Concurrent Chemoradiation in Locally Advanced Lung Cancer with Cisplatin–Etoposide or Carboplatin–Paclitaxel: An Institutional Analysis

Concurrent chemoradiation (cCRT) is standard for unresectable, locally advanced non–small cell lung cancer (NSCLC), but the preferred concurrent chemotherapy backbone is uncertain. Cisplatin–etoposide (EP) and weekly carboplatin–paclitaxel (PC) are commonly used. Background/Objectives: Retrospective single-institution cohort of adults with histologically confirmed, inoperable AJCC stage II–III NSCLC treated 2015–2023 with definitive thoracic radiation plus concurrent EP or PC. Methods: We collected clinical characteristics, treatment completion, best radiographic response, adverse events (AEs), progression, and death. Primary endpoints were progression-free survival (PFS) and overall survival (OS); secondary endpoints were overall response rate (ORR) and AEs. Kaplan–Meier survival estimates were generated and compared using log-rank testing; hazard ratios (HRs) were estimated using Cox proportional hazards models. Results: Among 177 patients (EP, n = 43; PC, n = 134), stage III disease comprised 91% in the EP cohort and 90% in the PC cohort. ORR favored EP (63% vs 52%), and primary progressive disease as best response was less frequent with EP (7% vs 21%, p = 0.04). Median PFS was 48.07 vs 14.93 months (HR 0.65, 95% CI 0.43–0.90; p = 0.05). Median OS numerically favored EP (76.97 vs 34.60 months; HR 0.70, 95% CI 0.44–1.12; p = 0.17).
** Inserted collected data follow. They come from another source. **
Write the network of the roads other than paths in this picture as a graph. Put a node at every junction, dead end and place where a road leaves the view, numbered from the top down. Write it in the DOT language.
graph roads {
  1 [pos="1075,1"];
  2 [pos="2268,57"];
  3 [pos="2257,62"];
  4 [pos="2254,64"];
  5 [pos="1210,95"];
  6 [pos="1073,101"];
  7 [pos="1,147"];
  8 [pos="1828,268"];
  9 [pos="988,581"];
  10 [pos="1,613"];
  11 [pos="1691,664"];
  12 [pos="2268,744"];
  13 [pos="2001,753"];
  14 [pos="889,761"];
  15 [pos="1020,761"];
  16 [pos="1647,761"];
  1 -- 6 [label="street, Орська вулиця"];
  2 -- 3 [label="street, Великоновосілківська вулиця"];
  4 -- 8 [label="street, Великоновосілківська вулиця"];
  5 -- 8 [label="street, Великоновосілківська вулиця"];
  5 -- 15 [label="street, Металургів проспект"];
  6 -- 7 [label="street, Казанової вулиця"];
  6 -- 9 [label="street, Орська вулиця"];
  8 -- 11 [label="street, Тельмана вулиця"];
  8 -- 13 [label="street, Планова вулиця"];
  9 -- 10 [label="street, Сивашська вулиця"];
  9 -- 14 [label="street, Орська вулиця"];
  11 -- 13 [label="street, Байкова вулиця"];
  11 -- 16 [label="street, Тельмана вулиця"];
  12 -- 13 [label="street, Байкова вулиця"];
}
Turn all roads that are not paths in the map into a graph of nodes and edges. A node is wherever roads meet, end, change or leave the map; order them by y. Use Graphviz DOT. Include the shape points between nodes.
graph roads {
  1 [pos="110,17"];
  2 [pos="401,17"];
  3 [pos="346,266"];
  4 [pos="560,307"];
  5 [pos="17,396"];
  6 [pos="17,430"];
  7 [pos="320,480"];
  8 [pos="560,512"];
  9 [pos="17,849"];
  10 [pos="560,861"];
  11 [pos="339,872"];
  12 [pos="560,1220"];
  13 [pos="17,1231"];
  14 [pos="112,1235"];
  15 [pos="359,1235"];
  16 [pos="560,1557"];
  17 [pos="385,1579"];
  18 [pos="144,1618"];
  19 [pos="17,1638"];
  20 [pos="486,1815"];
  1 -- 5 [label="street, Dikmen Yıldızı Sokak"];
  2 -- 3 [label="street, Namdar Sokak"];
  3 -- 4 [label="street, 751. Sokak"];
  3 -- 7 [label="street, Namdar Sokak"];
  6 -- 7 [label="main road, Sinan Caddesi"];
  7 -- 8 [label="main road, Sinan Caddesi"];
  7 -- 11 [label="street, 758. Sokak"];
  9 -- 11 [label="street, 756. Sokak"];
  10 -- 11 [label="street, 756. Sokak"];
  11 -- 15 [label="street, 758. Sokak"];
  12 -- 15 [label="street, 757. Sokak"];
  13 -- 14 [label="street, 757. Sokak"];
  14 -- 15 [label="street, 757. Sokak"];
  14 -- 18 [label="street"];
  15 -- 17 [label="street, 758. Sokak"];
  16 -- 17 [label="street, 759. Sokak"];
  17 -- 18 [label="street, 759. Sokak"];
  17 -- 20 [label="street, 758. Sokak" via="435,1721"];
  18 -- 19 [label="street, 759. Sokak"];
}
Any-grade AEs occurred at similar rates (34.9% vs 34.3%), whereas grade 3–4 AEs were more frequent with EP (25.6% vs 9.7%; p = 0.02). Conclusion: EP-based cCRT was associated with longer PFS and higher grade 3–4 toxicity than PC; findings support individualized selection and need validation, especially in the immunotherapy era.